7 Drywall Sanding Tips

Lead Image for 7 Drywall Sanding Tips
  • 2-20 hours
  • Beginner
  • 10-500

Sanding drywall can be a messy, frustrating, and time-consuming task. But it is one of the most important steps in making your walls look their best. These tips will help you to tackle the job with confidence.

Choose the Right Tool for the Job

    Attach pre-cut sandpaper cut to fit your sander, the main tool that is used is the hand sander. If you use finer grit sandpaper it will produce a smoother finish. You can also use a drywall screen which allows the drywall dust to fall down instead of collecting on the sandpaper, but using a screen does make it more difficult to get a smooth finish.

    Use a Pole Sander

    A pole sander can be helpful for high walls and large areas. You can use the pole sander in long, lengthwise strokes or short sideways strokes. Keep the sanding head angled slightly. Avoid getting the sanding head at a right angle to the pole because it can flip over and mar the surface.

    Try a Sanding Sponge for Corners

    A sanding sponge does a better job than a hand sander in corners. It is less likely to gouge the opposite wall as sometimes happens with the edge of a hand sander. You can also use a folded piece of drywall sanding paper.

    Practice Good Techniques

    Be sure the mud is thoroughly dry before you start to sand. Sand lightly, using moderate to light pressure. Move the sander around as you sand. Avoid sanding in a straight line that can show up as a depression when you paint. Rather than trying to sand out gouges and big ridges, apply another layer of joint compound with your trowel. It's easier and you can damage the face paper of the drywall by excessive sanding, especially at the edge of the joints.

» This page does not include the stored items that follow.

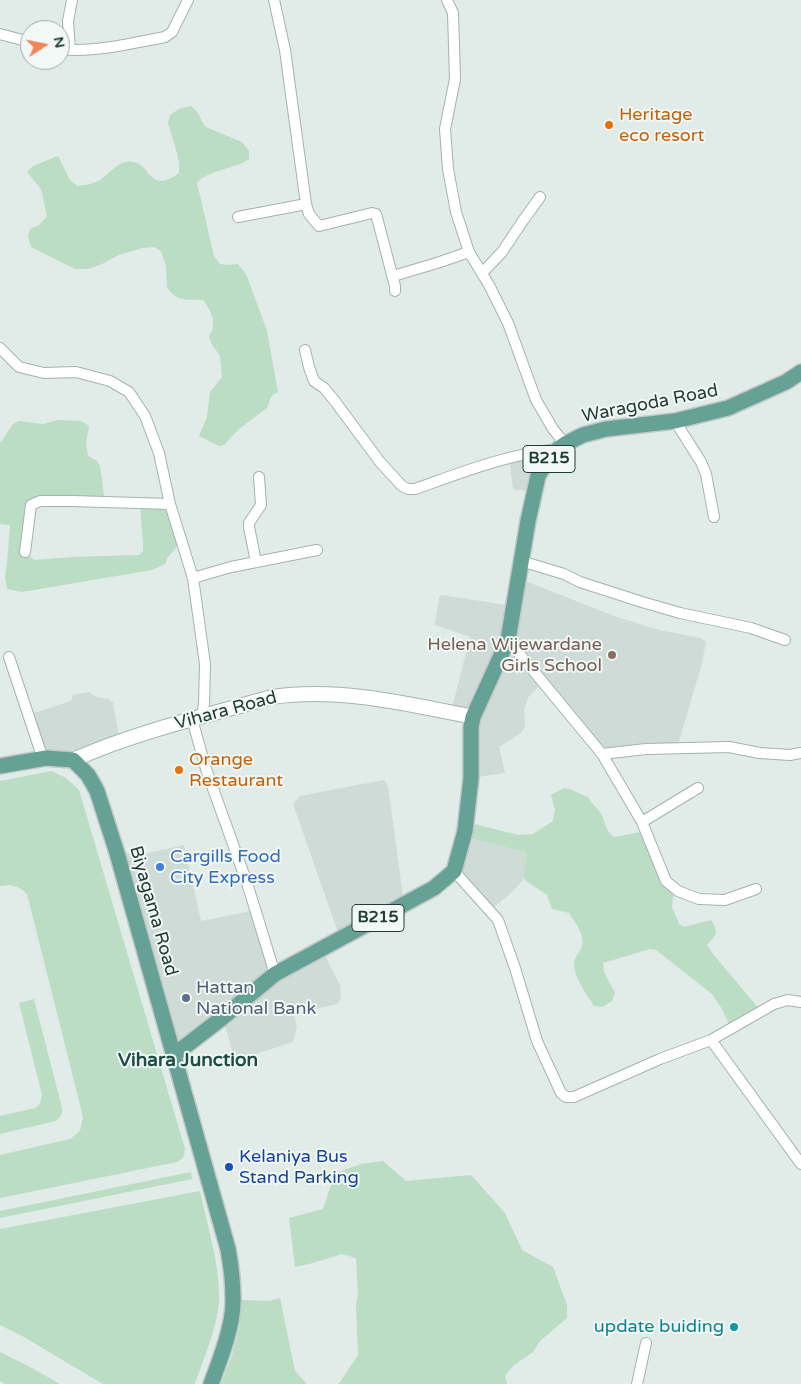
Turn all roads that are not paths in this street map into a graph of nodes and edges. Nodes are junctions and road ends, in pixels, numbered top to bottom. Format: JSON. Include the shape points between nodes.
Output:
{"nodes":[{"id":1,"x":72,"y":0,"type":"edge"},
{"id":2,"x":188,"y":0,"type":"edge"},
{"id":3,"x":274,"y":0,"type":"edge"},
{"id":4,"x":447,"y":0,"type":"edge"},
{"id":5,"x":68,"y":20,"type":"edge"},
{"id":6,"x":0,"y":34,"type":"edge"},
{"id":7,"x":20,"y":39,"type":"edge"},
{"id":8,"x":70,"y":50,"type":"edge"},
{"id":9,"x":540,"y":197,"type":"dead end"},
{"id":10,"x":306,"y":204,"type":"junction"},
{"id":11,"x":238,"y":217,"type":"dead end"},
{"id":12,"x":469,"y":252,"type":"junction"},
{"id":13,"x":482,"y":273,"type":"junction"},
{"id":14,"x":392,"y":276,"type":"junction"},
{"id":15,"x":395,"y":291,"type":"dead end"},
{"id":16,"x":0,"y":348,"type":"edge"},
{"id":17,"x":305,"y":350,"type":"dead end"},
{"id":18,"x":801,"y":372,"type":"edge"},
{"id":19,"x":675,"y":421,"type":"junction"},
{"id":20,"x":562,"y":447,"type":"junction"},
{"id":21,"x":259,"y":476,"type":"dead end"},
{"id":22,"x":170,"y":504,"type":"junction"},
{"id":23,"x":714,"y":518,"type":"dead end"},
{"id":24,"x":317,"y":550,"type":"dead end"},
{"id":25,"x":25,"y":552,"type":"dead end"},
{"id":26,"x":521,"y":561,"type":"junction"},
{"id":27,"x":256,"y":562,"type":"junction"},
{"id":28,"x":193,"y":578,"type":"junction"},
{"id":29,"x":508,"y":640,"type":"junction"},
{"id":30,"x":785,"y":640,"type":"dead end"},
{"id":31,"x":8,"y":657,"type":"dead end"},
{"id":32,"x":473,"y":717,"type":"junction"},
{"id":33,"x":197,"y":718,"type":"junction"},
{"id":34,"x":801,"y":753,"type":"edge"},
{"id":35,"x":602,"y":754,"type":"junction"},
{"id":36,"x":43,"y":759,"type":"junction"},
{"id":37,"x":73,"y":760,"type":"junction"},
{"id":38,"x":0,"y":766,"type":"edge"},
{"id":39,"x":698,"y":788,"type":"dead end"},
{"id":40,"x":642,"y":822,"type":"junction"},
{"id":41,"x":454,"y":871,"type":"junction"},
{"id":42,"x":756,"y":889,"type":"dead end"},
{"id":43,"x":275,"y":974,"type":"junction"},
{"id":44,"x":801,"y":1002,"type":"edge"},
{"id":45,"x":711,"y":1040,"type":"junction"},
{"id":46,"x":174,"y":1055,"type":"junction"},
{"id":47,"x":801,"y":1164,"type":"edge"},
{"id":48,"x":646,"y":1342,"type":"dead end"},
{"id":49,"x":210,"y":1384,"type":"edge"},
{"id":50,"x":637,"y":1384,"type":"edge"}],
"edges":[{"from":1,"to":5,"type":"street"},
{"from":2,"to":8,"type":"street","via":[[172,32],[165,37]]},
{"from":3,"to":10,"type":"street","via":[[286,50]]},
{"from":4,"to":12,"type":"street","via":[[453,13],[455,79],[445,129],[448,169],[456,212]]},
{"from":6,"to":7,"type":"street"},
{"from":9,"to":13,"type":"street","via":[[502,252]]},
{"from":10,"to":11,"type":"street"},
{"from":10,"to":14,"type":"street","via":[[309,214],[319,226],[376,214]]},
{"from":12,"to":13,"type":"street"},
{"from":12,"to":14,"type":"street"},
{"from":13,"to":20,"type":"street","via":[[508,323],[536,400]]},
{"from":14,"to":15,"type":"street"},
{"from":16,"to":22,"type":"street","via":[[19,367],[44,373],[76,372],[110,381],[129,392],[145,416],[159,453]]},
{"from":17,"to":20,"type":"street","via":[[314,380],[334,400],[380,462],[408,489],[496,461]]},
{"from":18,"to":19,"type":"main road","name":"Waragoda Road","number":"B215","via":[[728,408]]},
{"from":19,"to":20,"type":"main road","name":"Waragoda Road","number":"B215","via":[[606,429],[583,435]]},
{"from":19,"to":23,"type":"street","via":[[706,474]]},
{"from":20,"to":26,"type":"main road","name":"Waragoda Road","number":"B215","via":[[546,462],[538,476]]},
{"from":21,"to":27,"type":"street","via":[[261,505],[249,523]]},
{"from":22,"to":25,"type":"street","via":[[40,501],[31,505]]},
{"from":22,"to":28,"type":"street"},
{"from":24,"to":27,"type":"street"},
{"from":26,"to":29,"type":"main road","name":"Waragoda Road","number":"B215"},
{"from":26,"to":30,"type":"street","via":[[642,602],[751,628]]},
{"from":27,"to":28,"type":"street"},
{"from":28,"to":33,"type":"street","via":[[205,664],[204,703]]},
{"from":29,"to":32,"type":"main road","name":"Waragoda Road","number":"B215"},
{"from":29,"to":35,"type":"street"},
{"from":31,"to":36,"type":"street"},
{"from":32,"to":33,"type":"street","name":"Vihara Road","via":[[387,700],[329,694],[272,697]]},
{"from":32,"to":41,"type":"main road","name":"Waragoda Road","number":"B215","via":[[466,831]]},
{"from":33,"to":37,"type":"street","name":"Vihara Road","via":[[120,740]]},
{"from":33,"to":43,"type":"street","via":[[206,770],[247,883]]},
{"from":34,"to":35,"type":"street","via":[[760,753],[730,747],[646,749]]},
{"from":35,"to":40,"type":"street"},
{"from":36,"to":37,"type":"main road"},
{"from":36,"to":38,"type":"main road"},
{"from":37,"to":46,"type":"main road","name":"Biyagama Road","via":[[88,775],[97,791]]},
{"from":39,"to":40,"type":"street"},
{"from":40,"to":42,"type":"street","via":[[666,881],[678,891],[699,899],[725,900]]},
{"from":41,"to":43,"type":"main road","number":"B215","via":[[434,888]]},
{"from":41,"to":45,"type":"street","via":[[498,920],[537,1041],[561,1093],[566,1097],[574,1097]]},
{"from":43,"to":46,"type":"main road","number":"B215"},
{"from":44,"to":45,"type":"street","via":[[788,1000],[774,1004]]},
{"from":45,"to":47,"type":"street"},
{"from":46,"to":49,"type":"main road","name":"Biyagama Road","via":[[228,1249],[232,1275],[232,1311],[222,1355]]},
{"from":48,"to":50,"type":"street"}]}
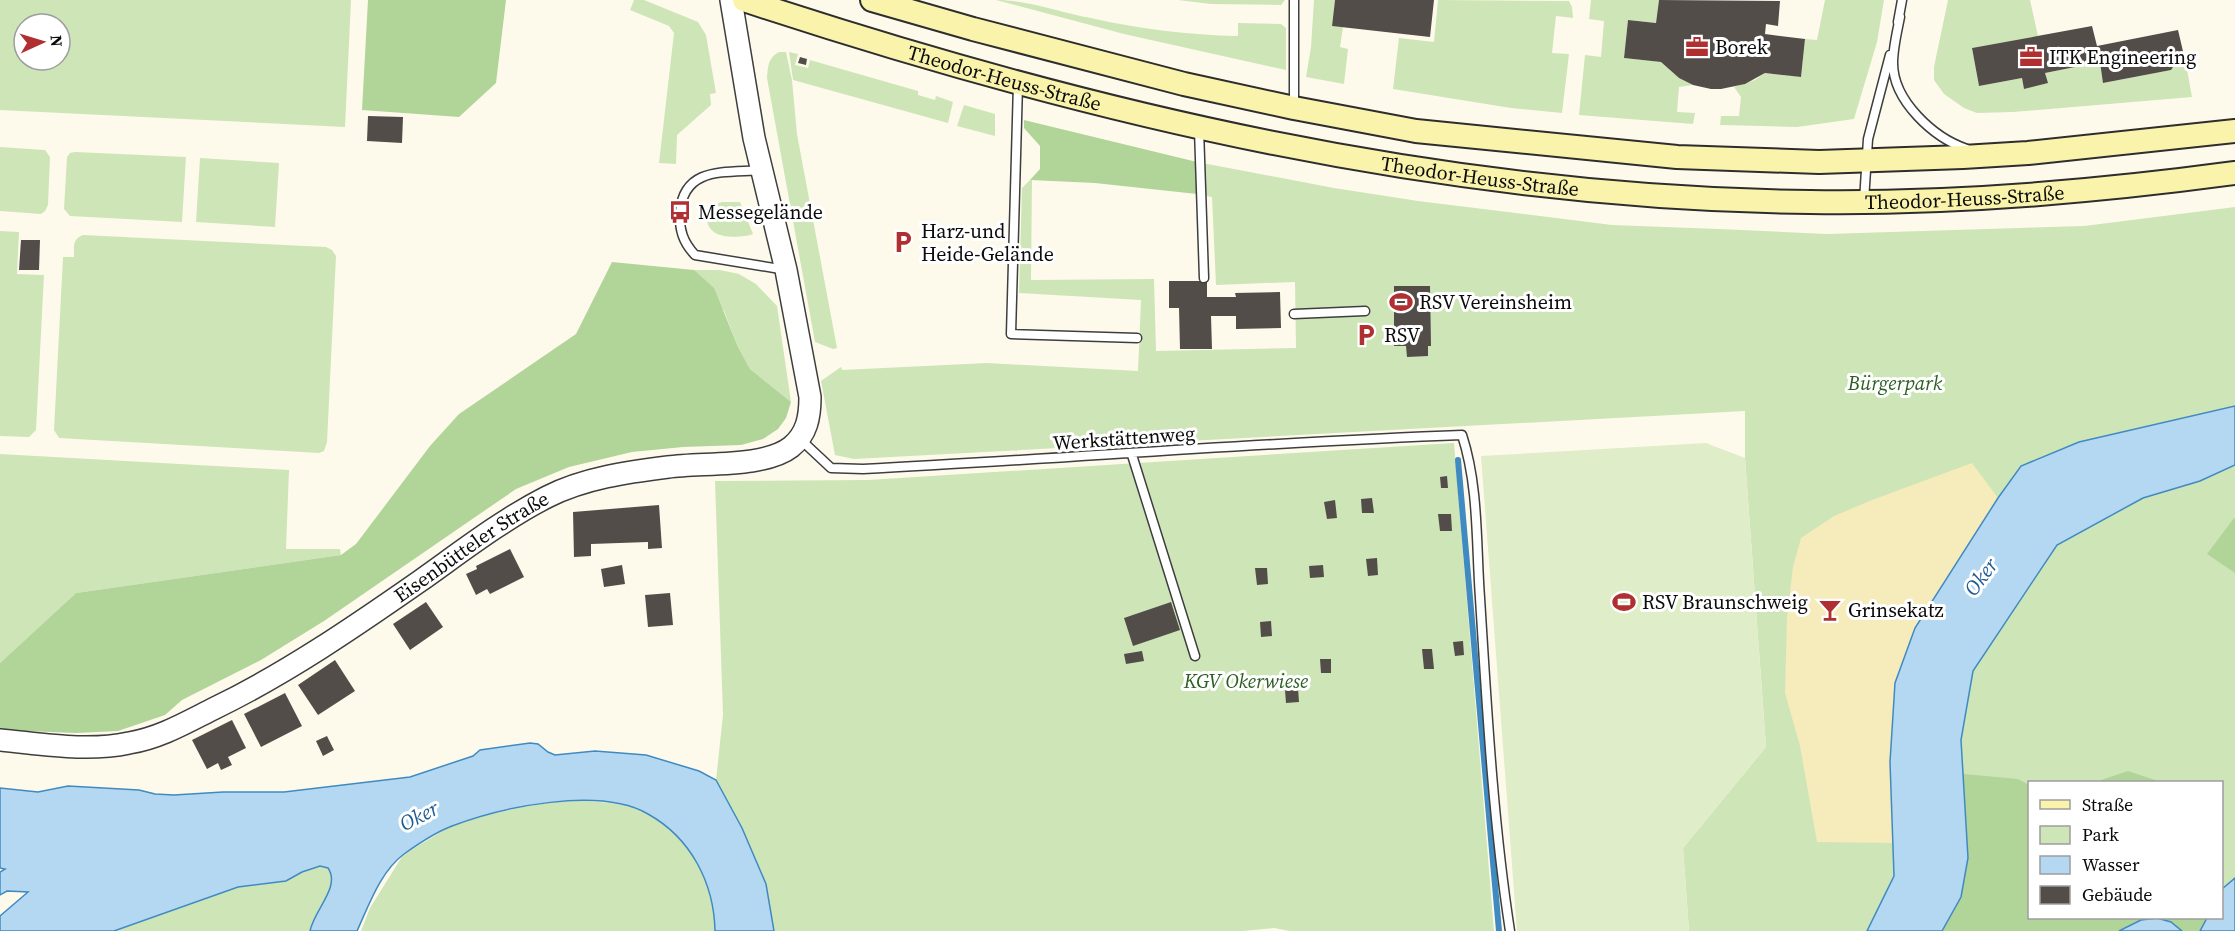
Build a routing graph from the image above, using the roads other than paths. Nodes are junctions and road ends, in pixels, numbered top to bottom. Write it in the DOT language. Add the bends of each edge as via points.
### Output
graph roads {
  1 [pos="731,0"];
  2 [pos="744,0"];
  3 [pos="872,0"];
  4 [pos="1294,0"];
  5 [pos="1902,0"];
  6 [pos="1900,17"];
  7 [pos="1018,84"];
  8 [pos="1294,108"];
  9 [pos="1199,128"];
  10 [pos="2235,131"];
  11 [pos="2028,153"];
  12 [pos="1865,161"];
  13 [pos="762,170"];
  14 [pos="2235,173"];
  15 [pos="1864,202"];
  16 [pos="786,270"];
  17 [pos="1204,278"];
  18 [pos="1365,311"];
  19 [pos="1294,314"];
  20 [pos="1137,338"];
  21 [pos="799,439"];
  22 [pos="1132,454"];
  23 [pos="1195,656"];
  24 [pos="0,740"];
  25 [pos="1510,931"];
  1 -- 13 [label="street"];
  2 -- 7 [label="main road, Theodor-Heuss-Straße"];
  3 -- 8 [label="main road, Theodor-Heuss-Straße" via="1184,84"];
  4 -- 8 [label="lane"];
  5 -- 6 [label="lane"];
  6 -- 11 [label="lane" via="1894,76 1906,102 1921,120 1951,143 1970,150"];
  6 -- 12 [label="lane"];
  7 -- 9 [label="main road, Theodor-Heuss-Straße"];
  7 -- 20 [label="lane" via="1011,334"];
  8 -- 12 [label="main road, Theodor-Heuss-Straße" via="1416,131 1677,157"];
  9 -- 15 [label="main road, Theodor-Heuss-Straße" via="1411,169 1572,188 1685,197"];
  9 -- 17 [label="lane"];
  10 -- 11 [label="main road, Theodor-Heuss-Straße"];
  11 -- 12 [label="main road, Theodor-Heuss-Straße"];
  12 -- 15 [label="lane"];
  13 -- 16 [label="street"];
  13 -- 16 [label="lane" via="693,180 682,202 680,228 686,246 695,255"];
  14 -- 15 [label="main road, Theodor-Heuss-Straße" via="2049,194"];
  16 -- 21 [label="street" via="810,397 810,414"];
  18 -- 19 [label="lane"];
  21 -- 22 [label="lane, Werkstättenweg" via="831,468"];
  21 -- 24 [label="street, Eisenbütteler Straße" via="790,448 765,459 621,474 550,496 505,521 316,652 159,735 97,747"];
  22 -- 23 [label="lane"];
  22 -- 25 [label="lane, Werkstättenweg" via="1462,435 1474,500 1502,878"];
}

    Don’t Skip the Final Inspection

    When you think you are finished be sure to check all walls, joints, and corners. Use a flashlight at different angles to catch any areas that need touch-ups. Mark these with a pencil. Use a sanding sponge to correct any small imperfections. If you find deep gouges or scratches then it is best to recoat them, let the compound dry and resand them.

    Minimize the Dust

    Place plastic drop cloths above all door and ventilation ducts to keep the dust contained so it doesn’t spread to the rest of the house. Protect yourself from drywall dust by using eye protection and a mask with ventilation, and try wet-sanding with a sponge. Rub over the joints to smooth them out in areas that don’t need a lot of sanding as this will eliminate some of the mess you get with dry sanding. A sponge is also good for sanding around electrical boxes and other openings.

    Consider renting a dust-catching sanding system. You can also purchase a sanding system that attaches to a shop vacuum. Once you are finished sanding, you need to vacuum the entire work area and be sure not to miss any wall openings and ledges.

    Make It Safe

    Drywall dust is easily breathed into your lungs. Protect yourself by wearing a mask with ventilation. And always wear eye protection.